» Your assignment
Each entry below needs to be transcribed verbatim; the images should not appear.

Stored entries

□ □ □ □ □ □ □

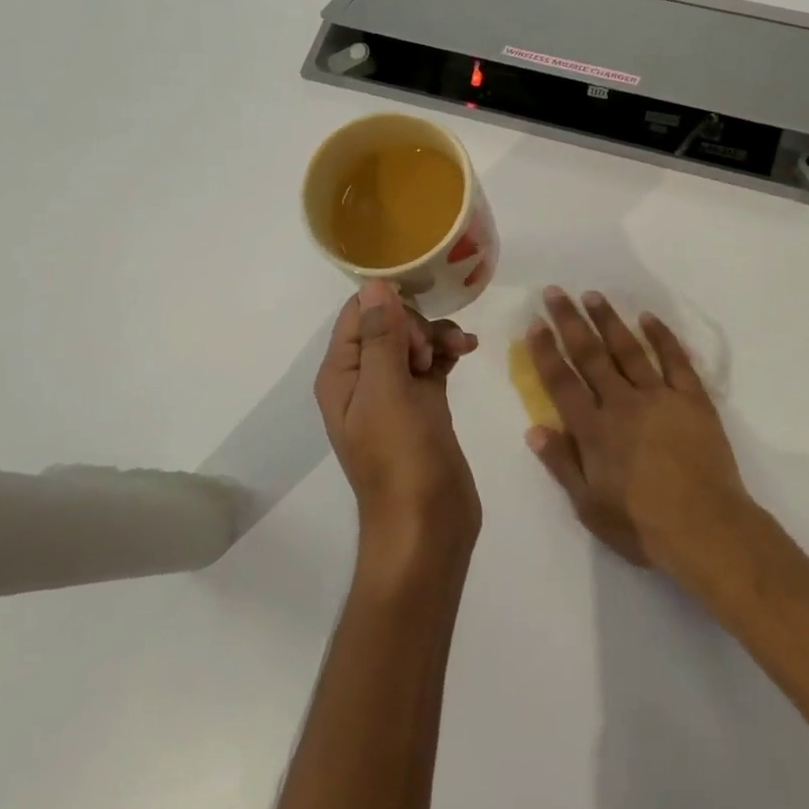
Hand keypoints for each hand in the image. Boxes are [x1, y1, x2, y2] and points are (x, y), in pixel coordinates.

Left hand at [315, 280, 481, 565]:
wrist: (428, 525)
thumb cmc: (401, 458)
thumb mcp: (387, 392)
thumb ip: (380, 336)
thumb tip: (374, 283)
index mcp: (341, 375)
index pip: (357, 314)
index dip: (388, 305)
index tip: (418, 317)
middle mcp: (363, 379)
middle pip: (387, 323)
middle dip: (415, 324)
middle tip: (428, 352)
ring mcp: (394, 394)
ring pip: (413, 341)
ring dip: (436, 335)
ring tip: (460, 349)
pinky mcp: (423, 406)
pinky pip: (432, 362)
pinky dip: (447, 352)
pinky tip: (467, 351)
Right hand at [524, 287, 752, 576]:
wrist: (706, 528)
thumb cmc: (642, 525)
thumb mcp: (589, 506)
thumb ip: (561, 464)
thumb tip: (534, 428)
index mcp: (594, 430)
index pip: (562, 382)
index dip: (546, 352)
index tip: (535, 324)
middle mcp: (622, 404)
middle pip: (590, 355)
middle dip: (570, 322)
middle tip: (555, 293)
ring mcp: (659, 397)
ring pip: (628, 349)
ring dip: (609, 320)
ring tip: (593, 295)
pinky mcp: (692, 399)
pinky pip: (674, 360)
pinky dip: (661, 336)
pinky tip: (648, 317)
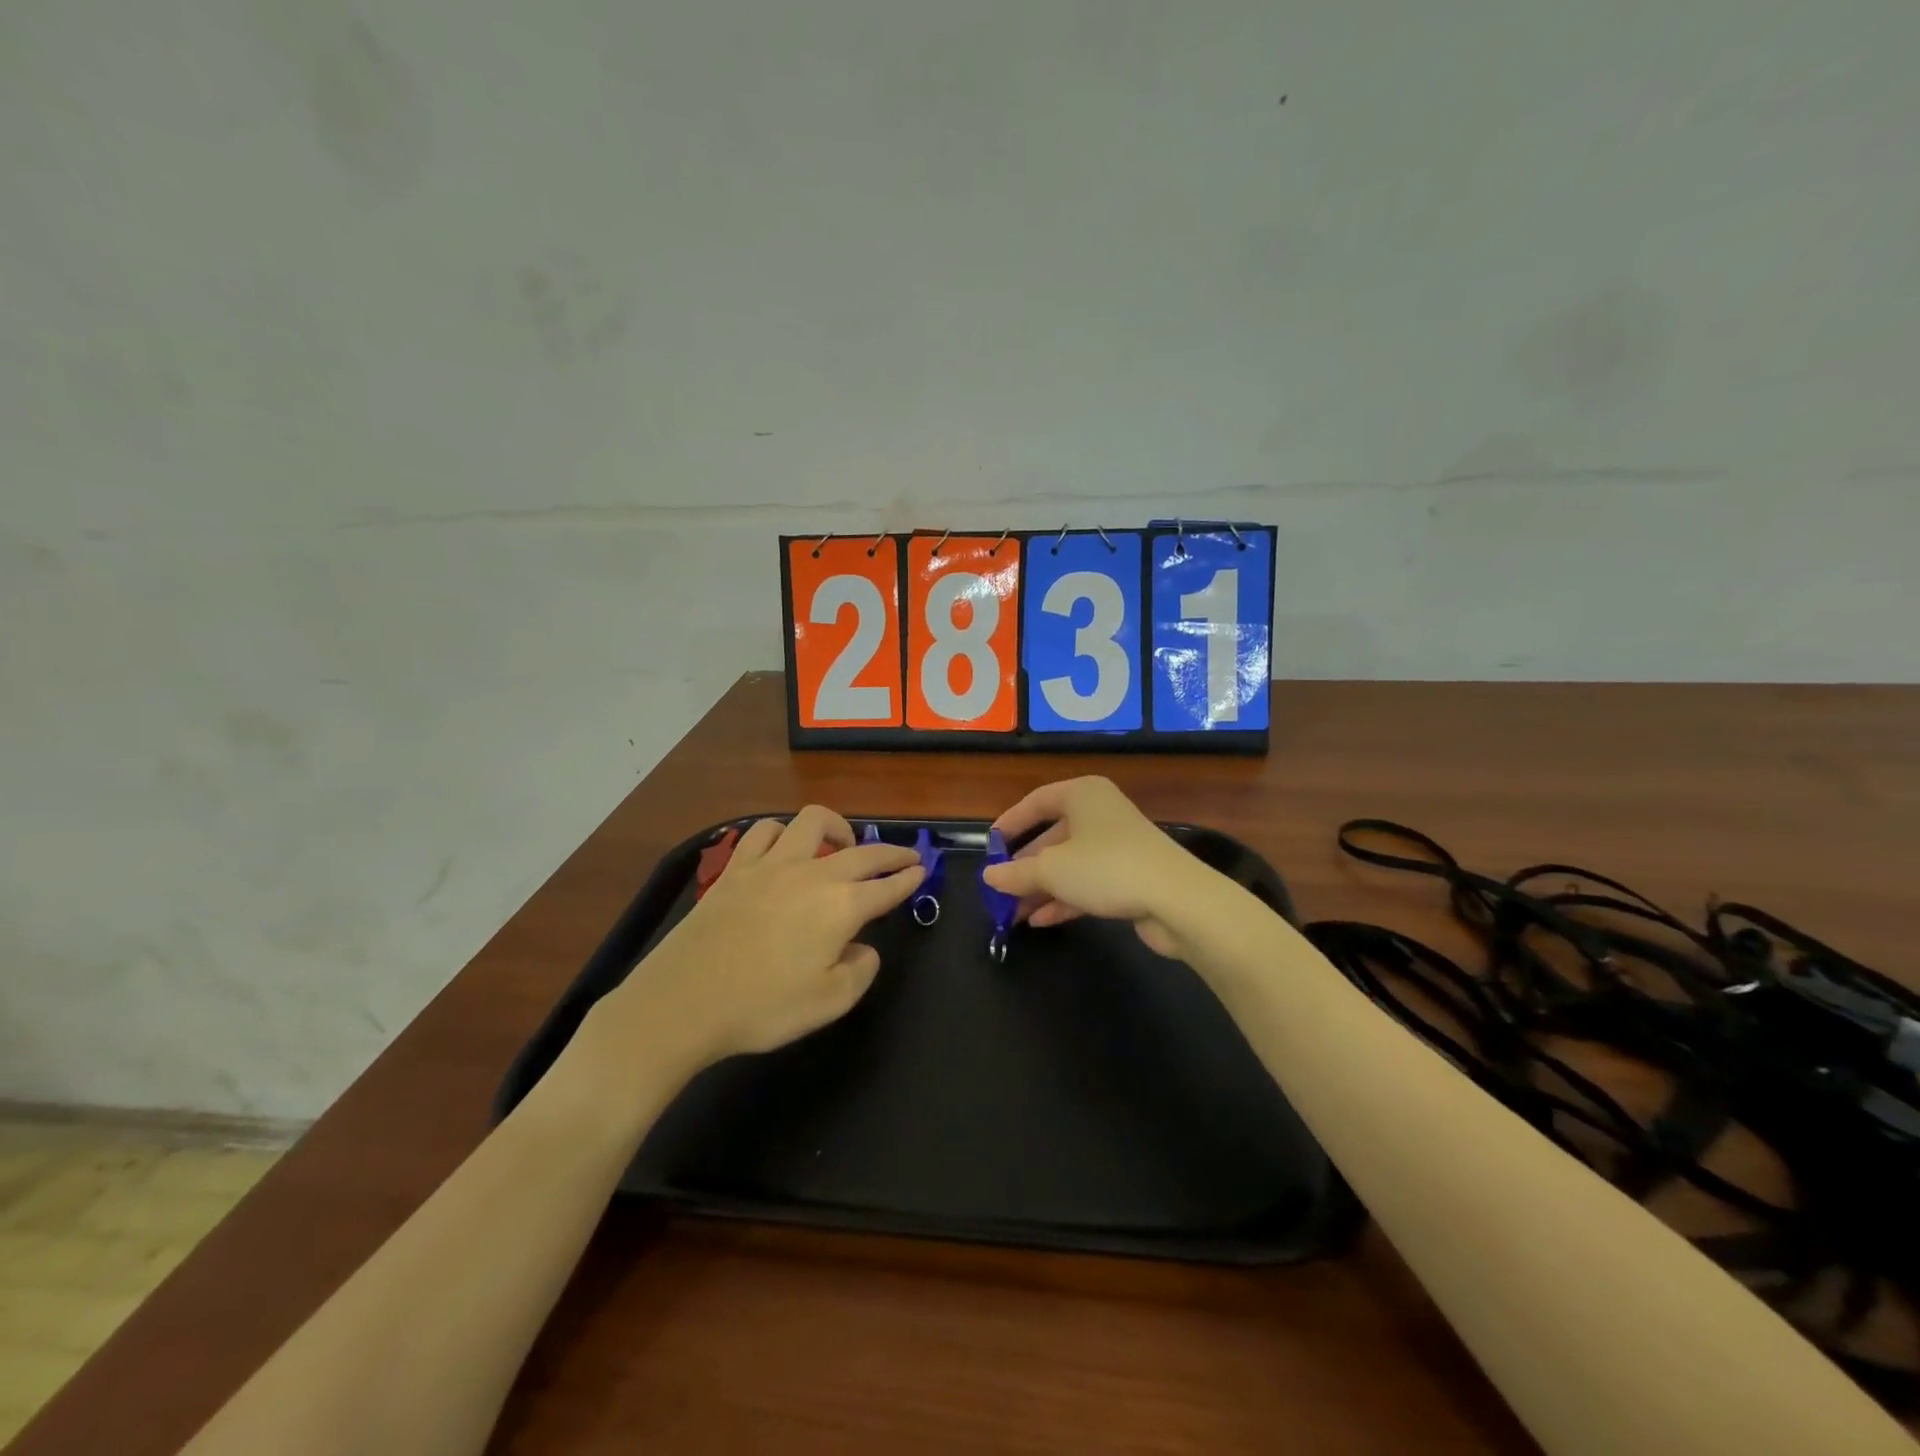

□ □ □ □ □ □ □

» Exercise response
Hand keypoints for each hand in the image. Boxes are [x1, y1, x2, y2] and points are (x, y), in pixel coordinates.

Left hand at [315, 280, 481, 565]:
wrist: (428, 525)
thumb cmc: (401, 458)
thumb mcp: (387, 392)
thumb ip: (380, 336)
thumb tip: (374, 283)
index mcp: (341, 375)
index pip: (357, 314)
index dip: (388, 305)
index tip: (418, 317)
middle mcp: (363, 379)
middle pip: (387, 323)
middle dip: (415, 324)
middle tip: (428, 352)
ring mcp: (394, 394)
ring pip: (413, 341)
ring dip: (436, 335)
ring tip: (460, 349)
pinky mcp: (423, 406)
pinky pip: (432, 362)
pinky dip: (447, 352)
pinky tip: (467, 351)
Right hand at [524, 287, 752, 576]:
wrist: (706, 528)
thumb cmc: (642, 525)
thumb mcp: (589, 506)
thumb ip: (561, 464)
thumb tip: (534, 428)
index mcp: (594, 430)
index pip: (562, 382)
index dip: (546, 352)
index tip: (535, 324)
middle mcp: (622, 404)
middle pip: (590, 355)
middle dip: (570, 322)
middle tip: (555, 293)
ring mcp: (659, 397)
ring pip: (628, 349)
ring dip: (609, 320)
ring tip: (593, 295)
pinky mcp: (692, 399)
pinky pip: (674, 360)
pinky dip: (661, 336)
pinky tip: (648, 317)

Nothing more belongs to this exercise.